I have a dataset containing two columns and a total of 90 rows. The data is from my experiment where in the first column I have an integer representing the quantity, in the second column I have a percentage. A small example:

Quantity   Percentage
1          53%
1          51%
1          67%
2          73%
2          69%
3          73%
...        ...

As you can see in both columns the numbers can occur more than once. Now I wish to plot this in a graph (I was thinking a scatter plot) in R. I just am a real beginner in using R and statistics so I was hoping someone can help me out how to get a good graph. If someone has an other suggestion that would give a better representation, shoot!

I just need to have a visual representation that shows the correlation between the two values.

Best Answer

If the percentages are ratios of counts, I agree with whuber's concern about the proportions, so it would be good if you could confirm if that's the case.

As a matter of data visualization, you're dealing with coincident points (a multiplicity of points at some locations) where there's a need to show those points.

Here's an example with 30 points, where you only see 23 because the remaining 7 lie on top of earlier points:

coincident x and y

There are numerous techniques for plotting such overlaid points.

  1. Jittering.

    Points can have a small amount of random noise added to the x and y values so they become slightly offset from each other

    coincident x and y with jittering

    We can suddenly see there's quite a few points at $(3,3)$ that were not obvious before; this changes the impression of where the centers of the two variables lie.

    A similar approach can be seen for ordered categorical variables here

  2. Plotting with transparency

    If points are plotted with a transparency (alpha) level, a single point looks "faint" while multiple points in one position look more solid, making the greater density of points obvious by a greater density of color.

    overplotting with transparency

    (here generated with plot(xx,yy,col=rgb(0,100,0,70,maxColorValue=255), pch=16))

    [Added in later edit: I somehow seem to have changed my example data after this point. I am not sure how it occurred, but it doesn't especially matter except for the fact that the later plots aren't quite identical to the earlier ones. I am not going to regenerate them all as it doesn't alter the ideas.]

  3. Symbols to indicate multiplicity

    You can plot symbols that directly indicate the value in some way, and through size and weight of symbols attempt to give a rough second impression of the relative density. Here are some that might be used.

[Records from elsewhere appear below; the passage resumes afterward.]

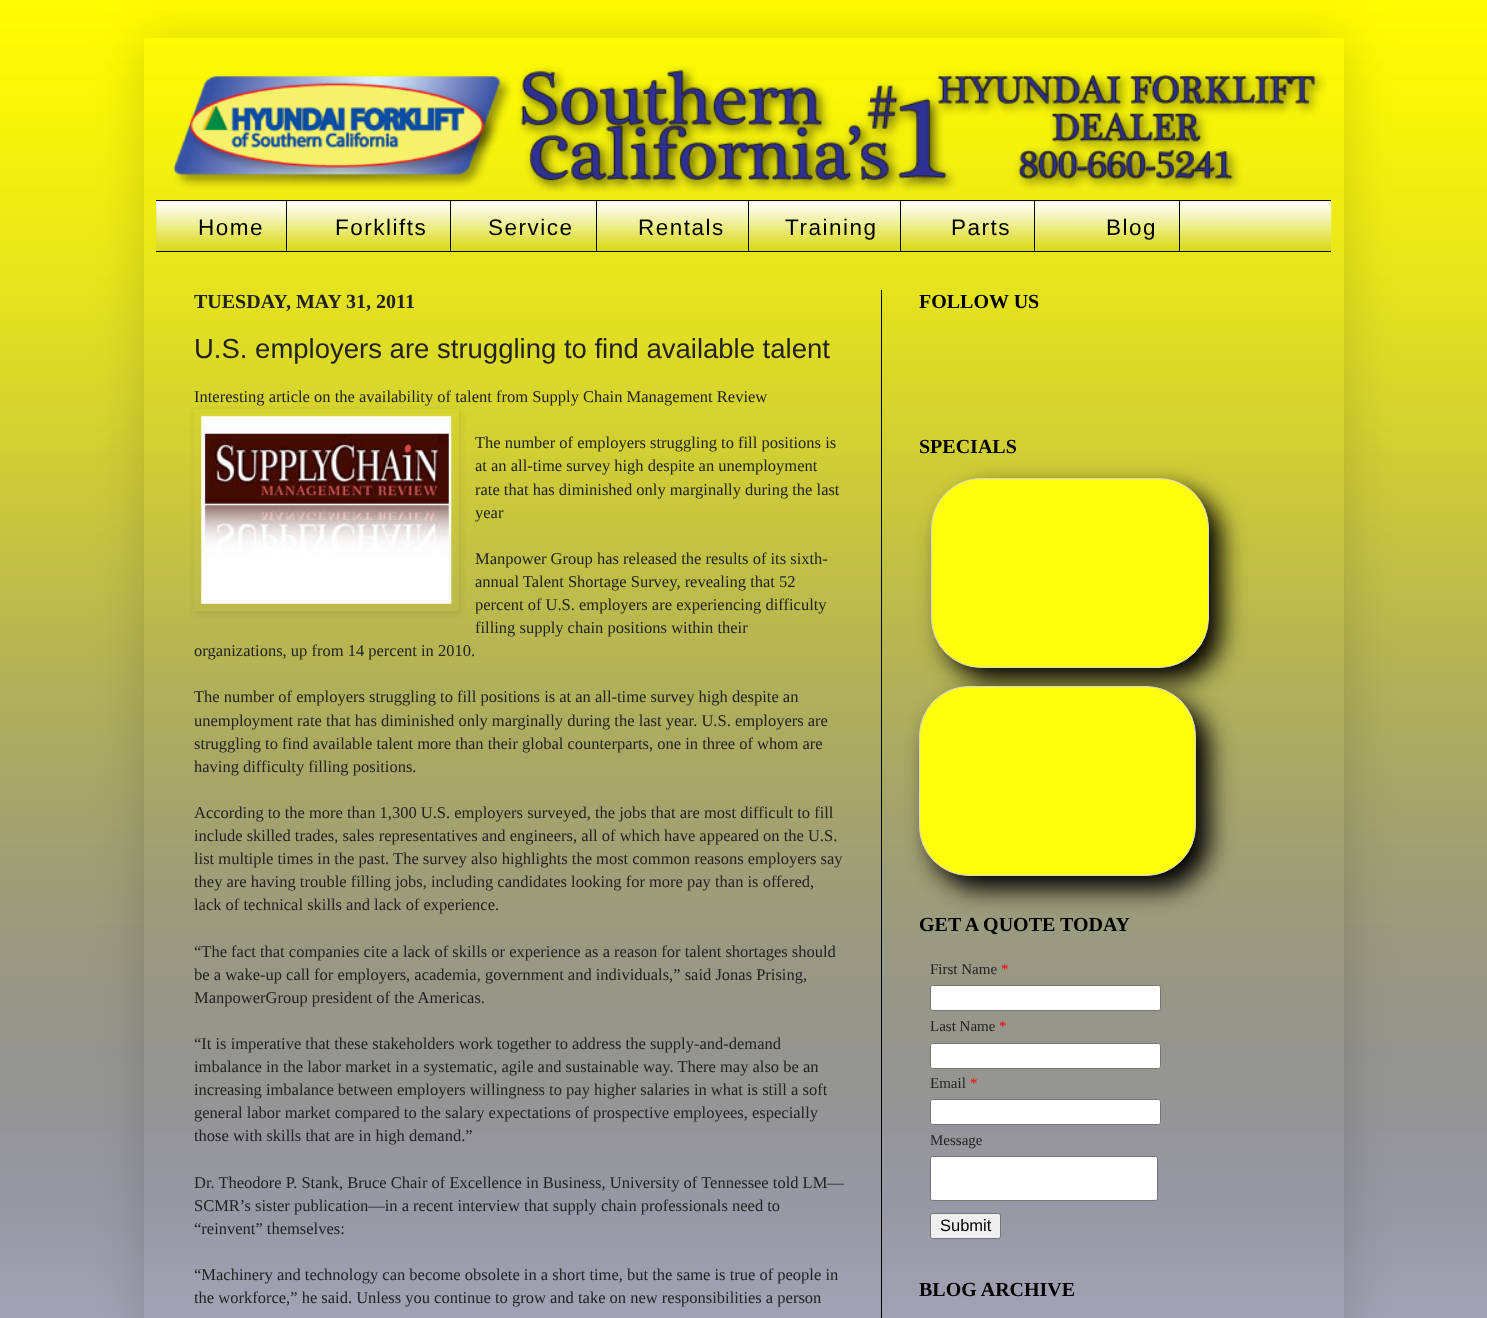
<svg xmlns="http://www.w3.org/2000/svg" width="1487" height="1318">
<defs>
<clipPath id="clip1"><path d="M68 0h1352v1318h-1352zm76 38h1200v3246h-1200z" clip-rule="evenodd"/></clipPath>
<clipPath id="clip2"><path d="M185 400h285v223h-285zm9 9h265v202h-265z" clip-rule="evenodd"/></clipPath>
</defs>
<rect width="100%" height="100%" fill="#fff"/>
<image x="0" y="0" width="1487" height="1318" href="media/1.png"/>
<g clip-path="url(#clip1)">
<rect x="144" y="38" width="1200" height="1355" fill="#00000026" filter="blur(25px)"/>
</g>
<image x="173" y="66" width="1153" height="126" href="media/2.png"/>
<rect x="156" y="201" width="1175" height="50" fill="#dada15"/>
<image x="156" y="201" width="1176" height="48" href="media/3.png"/>
<rect x="156" y="200" width="1175" height="1" fill="#000"/>
<rect x="156" y="251" width="1175" height="1" fill="#000"/>
<rect x="286" y="201" width="1" height="50" fill="#000"/>
<text x="198" y="235" style="font-family:Liberation Sans;font-size:22.5px;letter-spacing:1.5px;fill:#000">Home</text>
<rect x="450" y="201" width="1" height="50" fill="#000"/>
<text x="335" y="235" style="font-family:Liberation Sans;font-size:22.5px;letter-spacing:1.5px;fill:#000">Forklifts</text>
<rect x="596" y="201" width="1" height="50" fill="#000"/>
<text x="488" y="235" style="font-family:Liberation Sans;font-size:22.5px;letter-spacing:1.5px;fill:#000">Service</text>
<rect x="748" y="201" width="1" height="50" fill="#000"/>
<text x="638" y="235" style="font-family:Liberation Sans;font-size:22.5px;letter-spacing:1.5px;fill:#000">Rentals</text>
<rect x="900" y="201" width="1" height="50" fill="#000"/>
<text x="785" y="235" style="font-family:Liberation Sans;font-size:22.5px;letter-spacing:1.5px;fill:#000">Training</text>
<rect x="1034" y="201" width="1" height="50" fill="#000"/>
<text x="951" y="235" style="font-family:Liberation Sans;font-size:22.5px;letter-spacing:1.5px;fill:#000">Parts</text>
<rect x="1179" y="201" width="1" height="50" fill="#000"/>
<text x="1106" y="235" style="font-family:Liberation Sans;font-size:22.5px;letter-spacing:1.5px;fill:#000">Blog</text>
<rect x="881" y="290" width="1" height="1028" fill="#000"/>
<text x="194" y="308" style="font-family:Liberation Serif;font-size:20px;font-weight:bold;fill:#222">TUESDAY, MAY 31, 2011</text>
<text x="194" y="358" style="font-family:Liberation Sans;font-size:27.5px;fill:#222">U.S. employers are struggling to find available talent</text>
<text x="194" y="402" style="font-family:Liberation Serif;font-size:16.5px;fill:#222">Interesting article on the availability of talent from Supply Chain Management Review</text>
<g clip-path="url(#clip2)">
<rect x="195" y="410" width="265" height="203" fill="#0000001a" filter="blur(3px)"/>
</g>
<image x="201" y="416" width="251" height="188" href="media/4.png"/>
<text x="475" y="448" style="font-family:Liberation Serif;font-size:16.5px;fill:#222">The number of employers struggling to fill positions is</text>
<text x="475" y="471" style="font-family:Liberation Serif;font-size:16.5px;fill:#222">at an all-time survey high despite an unemployment</text>
<text x="475" y="495" style="font-family:Liberation Serif;font-size:16.5px;fill:#222">rate that has diminished only marginally during the last</text>
<text x="475" y="518" style="font-family:Liberation Serif;font-size:16.5px;fill:#222">year</text>
<text x="475" y="564" style="font-family:Liberation Serif;font-size:16.5px;fill:#222">Manpower Group has released the results of its sixth-</text>
<text x="475" y="587" style="font-family:Liberation Serif;font-size:16.5px;fill:#222">annual Talent Shortage Survey, revealing that 52</text>
<text x="475" y="610" style="font-family:Liberation Serif;font-size:16.5px;fill:#222">percent of U.S. employers are experiencing difficulty</text>
<text x="475" y="633" style="font-family:Liberation Serif;font-size:16.5px;fill:#222">filling supply chain positions within their</text>
<text x="194" y="656" style="font-family:Liberation Serif;font-size:16.5px;fill:#222">organizations, up from 14 percent in 2010.</text>
<text x="194" y="702" style="font-family:Liberation Serif;font-size:16.5px;fill:#222">The number of employers struggling to fill positions is at an all-time survey high despite an</text>
<text x="194" y="726" style="font-family:Liberation Serif;font-size:16.5px;fill:#222">unemployment rate that has diminished only marginally during the last year. U.S. employers are</text>
<text x="194" y="749" style="font-family:Liberation Serif;font-size:16.5px;fill:#222">struggling to find available talent more than their global counterparts, one in three of whom are</text>
<text x="194" y="772" style="font-family:Liberation Serif;font-size:16.5px;fill:#222">having difficulty filling positions.</text>
<text x="194" y="818" style="font-family:Liberation Serif;font-size:16.5px;fill:#222">According to the more than 1,300 U.S. employers surveyed, the jobs that are most difficult to fill</text>
<text x="194" y="841" style="font-family:Liberation Serif;font-size:16.5px;fill:#222">include skilled trades, sales representatives and engineers, all of which have appeared on the U.S.</text>
<text x="194" y="864" style="font-family:Liberation Serif;font-size:16.5px;fill:#222">list multiple times in the past. The survey also highlights the most common reasons employers say</text>
<text x="194" y="887" style="font-family:Liberation Serif;font-size:16.5px;fill:#222">they are having trouble filling jobs, including candidates looking for more pay than is offered,</text>
<text x="194" y="910" style="font-family:Liberation Serif;font-size:16.5px;fill:#222">lack of technical skills and lack of experience.</text>
<text x="194" y="957" style="font-family:Liberation Serif;font-size:16.5px;fill:#222">“The fact that companies cite a lack of skills or experience as a reason for talent shortages should</text>
<text x="194" y="980" style="font-family:Liberation Serif;font-size:16.5px;fill:#222">be a wake-up call for employers, academia, government and individuals,” said Jonas Prising,</text>
<text x="194" y="1003" style="font-family:Liberation Serif;font-size:16.5px;fill:#222">ManpowerGroup president of the Americas.</text>
<text x="194" y="1049" style="font-family:Liberation Serif;font-size:16.5px;fill:#222">“It is imperative that these stakeholders work together to address the supply-and-demand</text>
<text x="194" y="1072" style="font-family:Liberation Serif;font-size:16.5px;fill:#222">imbalance in the labor market in a systematic, agile and sustainable way. There may also be an</text>
<text x="194" y="1095" style="font-family:Liberation Serif;font-size:16.5px;fill:#222">increasing imbalance between employers willingness to pay higher salaries in what is still a soft</text>
<text x="194" y="1118" style="font-family:Liberation Serif;font-size:16.5px;fill:#222">general labor market compared to the salary expectations of prospective employees, especially</text>
<text x="194" y="1141" style="font-family:Liberation Serif;font-size:16.5px;fill:#222">those with skills that are in high demand.”</text>
<text x="194" y="1188" style="font-family:Liberation Serif;font-size:16.5px;fill:#222">Dr. Theodore P. Stank, Bruce Chair of Excellence in Business, University of Tennessee told LM—</text>
<text x="194" y="1211" style="font-family:Liberation Serif;font-size:16.5px;fill:#222">SCMR’s sister publication—in a recent interview that supply chain professionals need to</text>
<text x="194" y="1234" style="font-family:Liberation Serif;font-size:16.5px;fill:#222">“reinvent” themselves:</text>
<text x="194" y="1280" style="font-family:Liberation Serif;font-size:16.5px;fill:#222">“Machinery and technology can become obsolete in a short time, but the same is true of people in</text>
<text x="194" y="1303" style="font-family:Liberation Serif;font-size:16.5px;fill:#222">the workforce,” he said. Unless you continue to grow and take on new responsibilities a person</text>
<text x="919" y="308" style="font-family:Liberation Serif;font-size:20px;font-weight:bold;fill:#000">FOLLOW US</text>
<rect x="944" y="490" width="277" height="190" rx="50" fill="#000" filter="blur(12.5px)"/>
<text x="919" y="453" style="font-family:Liberation Serif;font-size:20px;font-weight:bold;fill:#000">SPECIALS</text>
<rect x="931.5" y="478.5" width="277" height="189" rx="49.5" fill="#ffff0b" stroke="#d7d7d7"/>
<rect x="931" y="699" width="278" height="190" rx="50" fill="#000" filter="blur(12.5px)"/>
<rect x="919.5" y="686.5" width="276" height="189" rx="49.5" fill="#ffff0b" stroke="#d7d7d7"/>
<text x="919" y="931" style="font-family:Liberation Serif;font-size:20px;font-weight:bold;fill:#000">GET A QUOTE TODAY</text>
<text x="930" y="974" style="font-family:Liberation Serif;font-size:15px;fill:#222">First Name</text>
<text x="1001" y="974" style="font-family:Liberation Serif;font-size:15px;fill:#f00">*</text>
<rect x="930.5" y="985.5" width="230" height="25" rx="2" fill="#fff" stroke="#767676"/>
<text x="930" y="1031" style="font-family:Liberation Serif;font-size:15px;fill:#222">Last Name</text>
<text x="999" y="1031" style="font-family:Liberation Serif;font-size:15px;fill:#f00">*</text>
<rect x="930.5" y="1043.5" width="230" height="25" rx="2" fill="#fff" stroke="#767676"/>
<text x="930" y="1088" style="font-family:Liberation Serif;font-size:15px;fill:#222">Email</text>
<text x="970" y="1088" style="font-family:Liberation Serif;font-size:15px;fill:#f00">*</text>
<rect x="930.5" y="1099.5" width="230" height="25" rx="2" fill="#fff" stroke="#767676"/>
<text x="930" y="1145" style="font-family:Liberation Serif;font-size:15px;fill:#222">Message</text>
<rect x="930.5" y="1156.5" width="227" height="44" rx="2" fill="#fff" stroke="#767676"/>
<rect x="930.5" y="1213.5" width="70" height="25" rx="2" fill="#efefef" stroke="#767676"/>
<text x="940" y="1231" style="font-family:Liberation Sans;font-size:16.5px;fill:#000">Submit</text>
<text x="919" y="1296" style="font-family:Liberation Serif;font-size:20px;font-weight:bold;fill:#000">BLOG ARCHIVE</text>
</svg>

    list of symbols of each count

    So for our data:

    symbols indicating overplot count

    A very simple version of that approach is to simply plot a count of the multiplicity ("1", "2", "3" etc). It's very easy to do but it doesn't really convey the visual impression well, and I decided not to include the example, but I can put it up if anyone cares.

    More sophisticated versions of this approach can be implemented, such as sunflower plots (see, for example, ?sunflowerplot in R):

    sunflower plot

    The advantage of the sunflower plot is it's a bit more automatic to do, and it can handle high multiplicity without fiddling about with symbols.

  4. Stacking (This one was suggested by Nick Cox in comments)

    enter image description here

    While it might run into problems if there were a large range of values on the x-axis (so the space between them might be too small to accommodate a high multiplicity of points), I think this works fairly well for my example data. It should be possible to squeeze the points up a bit more/draw them smaller, and so fit a slightly higher multiplicity in. In cases where there were mostly multiplicity of 1, 2 or 3, I think this is a highly competitive approach - it came out better than I thought.

  5. Using area to convey point multiplicity

    area of point shows multiplicity

    Here again, amount of ink indicates number of points (by making symbol size $\propto\sqrt n$).